Community forum: Why I left teaching



By Caroline Fournier

 

For the past 10 years, I’ve been a public school teacher. This career is a true identity shaper, which is why I’m having a hard time with the fact that I’ve chosen to leave the profession. I didn’t think that, at the age of 31, just a few years after completing my master’s degree in education, I would be so disillusioned that I would walk away from a classroom teacher position on Mount Desert Island that I so eagerly applied for just eight years earlier.

Students deserve classrooms that feel inclusive, safe, exciting and inspiring. Teachers work tirelessly to create classroom communities where all voices matter, where curiosity and work ethic are intrinsically motivated and where empathy is the foundation for discussions, partner work and problem solving.

MDI teachers are tasked with meeting all students where they are — academically, socially and emotionally. We build academic goals based on our students’ needs and strengths. We spend countless hours guiding them through their days, helping them to become adults who will positively impact those around them. Based on how students learn and respond, teachers reflect and adapt. These are the expectations of teachers and how we should run our classrooms.

While these expectations for how we should treat our students are excellent, they are unfortunately not upheld in the way we are treated as professional educators. This negatively affects teacher action and, even worse, student action.

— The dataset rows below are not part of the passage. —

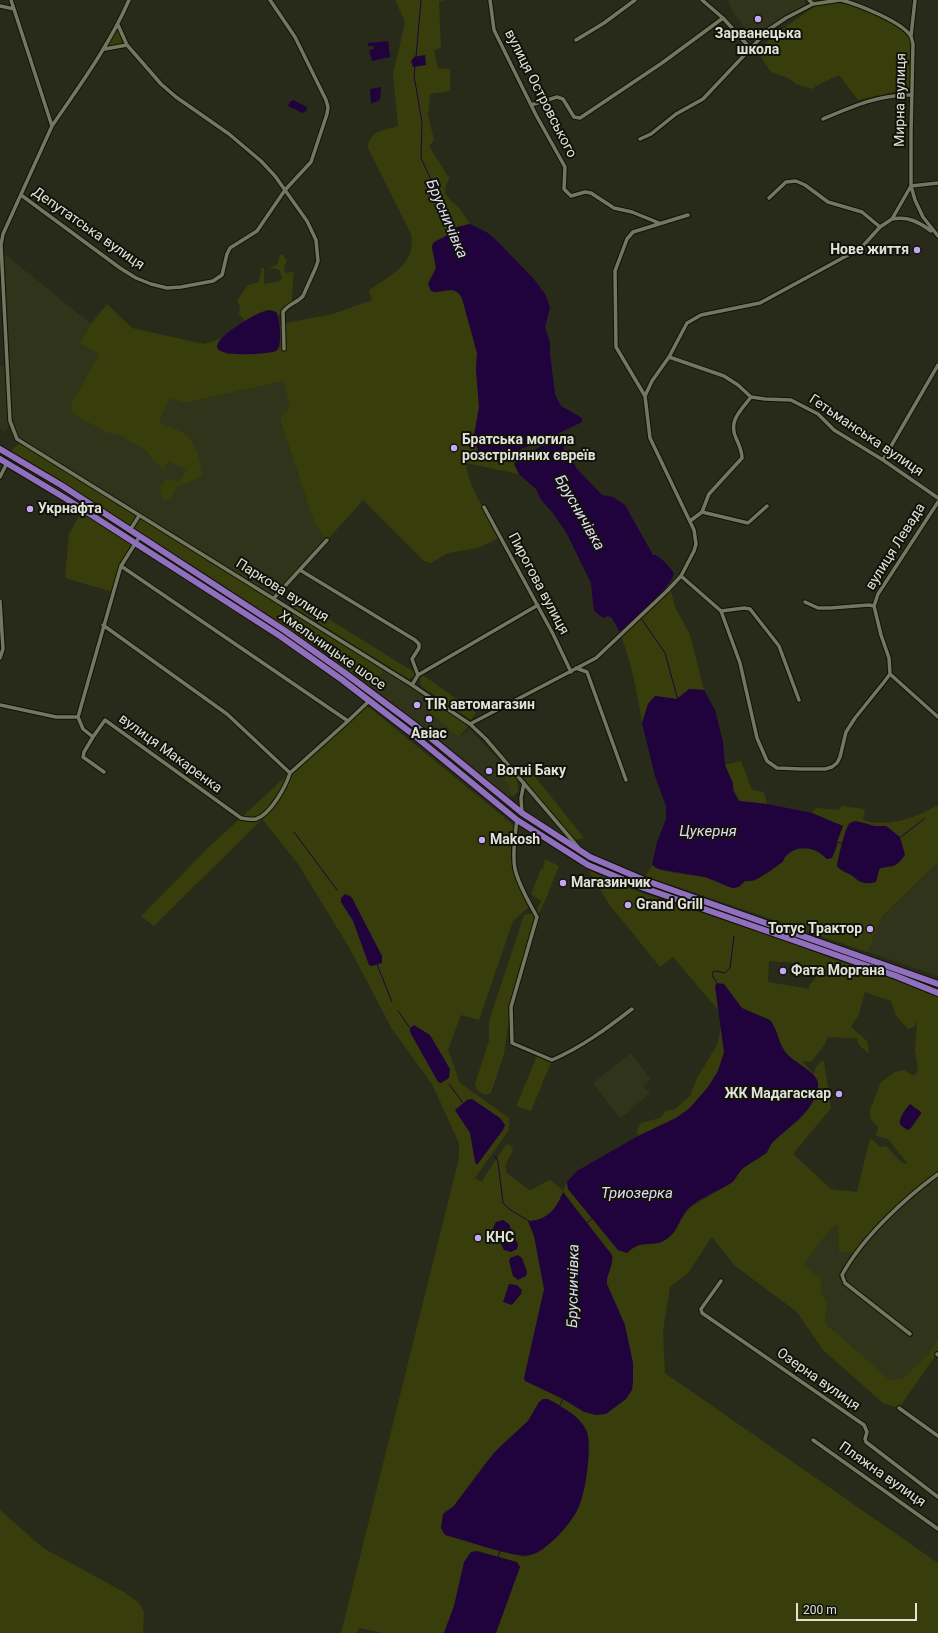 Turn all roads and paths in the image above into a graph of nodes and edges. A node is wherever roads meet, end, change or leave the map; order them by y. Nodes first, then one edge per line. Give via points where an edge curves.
1 (12, 0) edge
2 (129, 0) edge
3 (270, 0) edge
4 (490, 0) edge
5 (635, 0) edge
6 (702, 0) edge
7 (809, 0) edge
8 (840, 0) edge
9 (915, 0) edge
10 (813, 4) junction
11 (0, 6) edge
12 (14, 9) junction
13 (722, 18) junction
14 (118, 25) junction
15 (911, 36) junction
16 (576, 40) dead end
17 (126, 45) junction
18 (750, 48) junction
19 (105, 49) junction
20 (911, 95) junction
21 (531, 105) junction
22 (823, 119) dead end
23 (52, 126) junction
24 (640, 139) dead end
25 (938, 183) edge
26 (911, 186) junction
27 (285, 190) junction
28 (21, 195) junction
29 (769, 198) dead end
30 (688, 215) dead end
31 (892, 219) junction
32 (659, 223) junction
33 (880, 228) junction
34 (937, 235) edge
35 (284, 349) dead end
36 (669, 357) junction
37 (938, 365) edge
38 (645, 396) junction
39 (750, 397) junction
40 (0, 449) edge
41 (11, 455) junction
42 (0, 459) edge
43 (883, 460) junction
44 (7, 463) junction
45 (0, 477) edge
46 (938, 498) edge
47 (938, 502) edge
48 (767, 506) dead end
49 (484, 507) dead end
50 (702, 512) junction
51 (139, 516) junction
52 (690, 520) junction
53 (130, 530) junction
54 (140, 536) junction
55 (327, 540) dead end
56 (136, 543) junction
57 (121, 566) junction
58 (300, 570) junction
59 (681, 576) junction
60 (274, 598) junction
61 (0, 601) edge
62 (805, 602) dead end
63 (538, 605) junction
64 (874, 606) junction
65 (721, 611) junction
66 (103, 625) junction
67 (1, 628) edge
68 (0, 658) edge
69 (576, 668) junction
70 (571, 672) junction
71 (890, 674) junction
72 (418, 675) junction
73 (412, 685) junction
74 (369, 700) junction
75 (799, 700) dead end
76 (0, 705) edge
77 (938, 717) edge
78 (78, 718) junction
79 (348, 721) junction
80 (470, 724) junction
81 (93, 737) junction
82 (104, 772) dead end
83 (290, 773) junction
84 (626, 780) dead end
85 (524, 782) junction
86 (522, 813) junction
87 (517, 820) junction
88 (580, 851) junction
89 (938, 984) edge
90 (938, 993) edge
91 (632, 1009) dead end
92 (938, 1174) edge
93 (721, 1281) dead end
94 (910, 1334) dead end
95 (899, 1408) dead end
96 (938, 1436) edge
97 (813, 1440) dead end
98 (938, 1497) edge
99 (938, 1529) edge

1 - 12 street
2 - 14 street
3 - 27 street via 295,37 326,100 328,111 311,162
4 - 21 street, вулиця Островського via 494,30
5 - 16 street
6 - 13 street
7 - 10 street
8 - 10 street, Мирна вулиця
8 - 15 street, Мирна вулиця via 895,23
9 - 15 street
10 - 18 street, Мирна вулиця via 768,30
11 - 12 street
12 - 23 street
13 - 18 street
13 - 21 street via 662,63 580,118 574,117 563,99 557,97
14 - 17 street
14 - 19 street
15 - 20 street, Мирна вулиця
17 - 19 street
17 - 27 street via 161,84 241,144 271,172
18 - 24 street, Мирна вулиця via 703,99 676,114 652,134
19 - 23 street
20 - 22 street via 898,94 859,104
20 - 26 street, Мирна вулиця
21 - 32 street, вулиця Островського via 565,167 566,192 571,196 591,193 614,208
23 - 28 street
25 - 26 street
26 - 31 street
26 - 34 street, Мирна вулиця via 919,210
27 - 28 street, Депутатська вулиця via 257,231 229,250 220,277 213,281 175,288 155,285 129,274
27 - 35 street via 311,229 316,240 318,261 303,296 283,312
28 - 51 street, Паркова вулиця via 3,234 1,246 10,421 14,434 21,443
29 - 33 street via 786,182 796,181 828,202 862,212
30 - 32 street
31 - 33 street
31 - 34 street via 912,220
32 - 38 street via 634,232 627,238 615,271 616,347
33 - 36 street via 861,248 760,303 701,315 687,323
36 - 38 street
36 - 39 street via 724,376
37 - 43 street
38 - 52 street via 650,438
39 - 43 street, Гетьманська вулиця via 791,400 818,414 834,430
39 - 50 street via 732,424 732,430 742,450 742,458 709,494
40 - 41 highway, Хмельницьке шосе
41 - 44 highway
41 - 53 highway, Хмельницьке шосе
42 - 44 highway, Хмельницьке шосе
43 - 46 street, Гетьманська вулиця
44 - 45 street
44 - 56 highway, Хмельницьке шосе
47 - 64 street, вулиця Левада via 878,594
48 - 50 street via 748,523
49 - 63 street, Пирогова вулиця
50 - 52 street
51 - 53 street
51 - 60 street, Паркова вулиця
52 - 59 street via 696,544
53 - 54 highway, Хмельницьке шосе
54 - 56 street
54 - 86 highway, Хмельницьке шосе via 345,673 416,726
55 - 58 street
56 - 57 street
56 - 74 highway, Хмельницьке шосе via 280,636
57 - 66 street
57 - 79 street
58 - 60 street
58 - 72 street via 415,640 419,648 412,660
59 - 65 street
59 - 69 street via 618,639 596,658
60 - 73 street, Паркова вулиця
61 - 67 street
62 - 64 street via 818,608
63 - 70 street, Пирогова вулиця
63 - 72 street
64 - 71 street, вулиця Левада via 889,658
65 - 71 street via 740,663 757,738 767,761 777,768 817,769 832,767 837,763 846,732 854,718
65 - 75 street via 750,609 779,646
66 - 78 street
66 - 83 street via 226,714
67 - 68 street via 3,649
69 - 70 street
69 - 84 street via 587,672
70 - 80 street
71 - 77 street
72 - 73 street
73 - 80 street, Паркова вулиця
74 - 79 street
74 - 87 highway, Хмельницьке шосе
76 - 78 street via 56,717
78 - 81 street via 82,730
79 - 83 street
80 - 85 street, Паркова вулиця
81 - 82 street via 83,757
81 - 83 street, вулиця Макаренка via 105,720 240,818 259,818 275,803
85 - 86 street via 520,798
85 - 88 street, Паркова вулиця
86 - 87 highway
86 - 88 highway, Хмельницьке шосе
87 - 90 highway, Хмельницьке шосе via 588,865 641,888 896,976
87 - 91 street via 515,868 537,917 511,1007 512,1043 552,1060 574,1051
88 - 89 highway, Хмельницьке шосе via 644,880
92 - 94 street via 880,1226 850,1261 842,1275 845,1283
93 - 98 street, Озерна вулиця via 701,1309 702,1313 864,1426 867,1432 866,1442
95 - 96 street
97 - 99 street, Пляжна вулиця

We are told to meet every individual student where he or she is, and yet we are handed programs with scripted activities that all students must complete. We are told to build independent problem solvers and yet our input in tackling problems in our own classrooms is often disregarded.

We are told that our district is “whole child” on the same day that we begin a five-day state assessment whose data is meaningless, handed back to families a year later and yet meant to inform teachers’ instructional decisions, via time machine I suppose. Or when we are asked to share a student’s test scores with him or her before the next test so they can try to beat their last score. I can think of nothing further from whole child than that. We are told to help students build social skills while we are also asked to have them read earlier, write longer, play less and work through iPad lessons more.

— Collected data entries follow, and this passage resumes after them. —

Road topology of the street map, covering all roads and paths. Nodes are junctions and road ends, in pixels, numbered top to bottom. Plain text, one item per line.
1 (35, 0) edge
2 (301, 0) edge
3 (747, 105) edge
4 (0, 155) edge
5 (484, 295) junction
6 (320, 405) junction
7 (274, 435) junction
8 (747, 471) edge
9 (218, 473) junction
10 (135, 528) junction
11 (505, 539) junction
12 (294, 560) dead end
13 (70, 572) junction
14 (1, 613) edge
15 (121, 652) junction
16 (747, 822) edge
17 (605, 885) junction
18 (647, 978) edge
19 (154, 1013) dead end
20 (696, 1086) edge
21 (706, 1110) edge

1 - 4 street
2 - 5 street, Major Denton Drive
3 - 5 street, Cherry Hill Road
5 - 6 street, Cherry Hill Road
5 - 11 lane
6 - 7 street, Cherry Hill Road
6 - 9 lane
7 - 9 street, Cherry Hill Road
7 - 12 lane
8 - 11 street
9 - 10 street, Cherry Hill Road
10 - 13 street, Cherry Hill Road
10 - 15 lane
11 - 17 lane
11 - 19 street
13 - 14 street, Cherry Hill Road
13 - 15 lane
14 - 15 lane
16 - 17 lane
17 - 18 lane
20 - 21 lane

It feels incredibly frustrating to be a leader in a classroom who understands teaching and learning and to be expected to carry out decisions that you philosophically disagree with. It has been challenging to my core to be told how to teach without being given a chance to advocate for what works best in my classroom.

While all of these struggles and hypocrisies are challenging and exhausting, teachers work through them every day because we have the best job in the world. As I write this, I am still sad that I won’t be working with fourth graders who will be writing their own plays, critiquing each other’s work respectfully, discussing social issues or making scientific discoveries at recess. But there comes a breaking point where one begins to question whether or not teaching even is the same job it used to be.

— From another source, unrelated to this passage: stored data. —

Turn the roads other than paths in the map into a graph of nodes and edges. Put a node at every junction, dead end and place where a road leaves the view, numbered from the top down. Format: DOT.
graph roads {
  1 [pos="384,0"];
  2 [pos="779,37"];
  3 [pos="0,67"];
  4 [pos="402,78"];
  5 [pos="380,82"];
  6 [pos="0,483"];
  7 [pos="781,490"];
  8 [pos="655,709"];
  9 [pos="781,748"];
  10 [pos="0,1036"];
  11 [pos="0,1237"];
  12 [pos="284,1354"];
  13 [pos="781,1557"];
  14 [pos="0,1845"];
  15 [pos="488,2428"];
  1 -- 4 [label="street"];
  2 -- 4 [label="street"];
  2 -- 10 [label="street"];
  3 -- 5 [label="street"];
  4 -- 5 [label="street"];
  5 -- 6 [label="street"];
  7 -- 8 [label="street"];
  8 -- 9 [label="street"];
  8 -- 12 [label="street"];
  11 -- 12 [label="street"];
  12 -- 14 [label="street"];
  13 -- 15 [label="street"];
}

Many of us who work with young learners enter the profession because we love to be challenged. We find great pride in helping that struggling reader embrace chapter books, or the kid who “is no good at math” defend his answer to a complex word problem. We find great satisfaction in coming up with creative ways to teach our lessons, and in designing them to meet the unique groups of learners in front of us. There is so much creativity and passion that go into teaching, which is why I’ve always considered it a vocation.

And when it feels like those elements of teaching are being stripped away and replaced with increased demands such as data collecting and all the drudgery that involves (for children, that is) it is incredibly difficult to feel like you are doing this vocation justice.

Adding to the stress of a job that is becoming more demanding with more mandates from above is the overarching difficulty of living paycheck to paycheck. This island is expensive. Most teachers do, in fact, work in the summer, not only in their classrooms but in restaurants, shops, cleaning houses, tutoring, etc. These jobs help to cover the costs of living and are necessary.

All of this is exacerbated by the fact that current negotiations have not yet produced a fair and competitive contract. While teachers will never give up on students and learning, it feels as though our professional contributions are being minimized and that is hard to reconcile with our excellent results. MDI is a great place to be a student and that is because of amazing families sharing their children with us and it is also because of great teachers.

Fewer people are applying to these teaching positions and many of us who are experienced in classrooms are looking elsewhere for employment because, frankly, it isn’t a great time to be a teacher if you want to be creative, respected and included in decision making about your classroom community.

I am so fortunate to have found a full time job on this island that I love and where I will be able to be myself. I’m just sad that I had to look outside of the field of public education to do so.

Caroline Fournier is a former Conners Emerson teacher. She lives in Bass Harbor.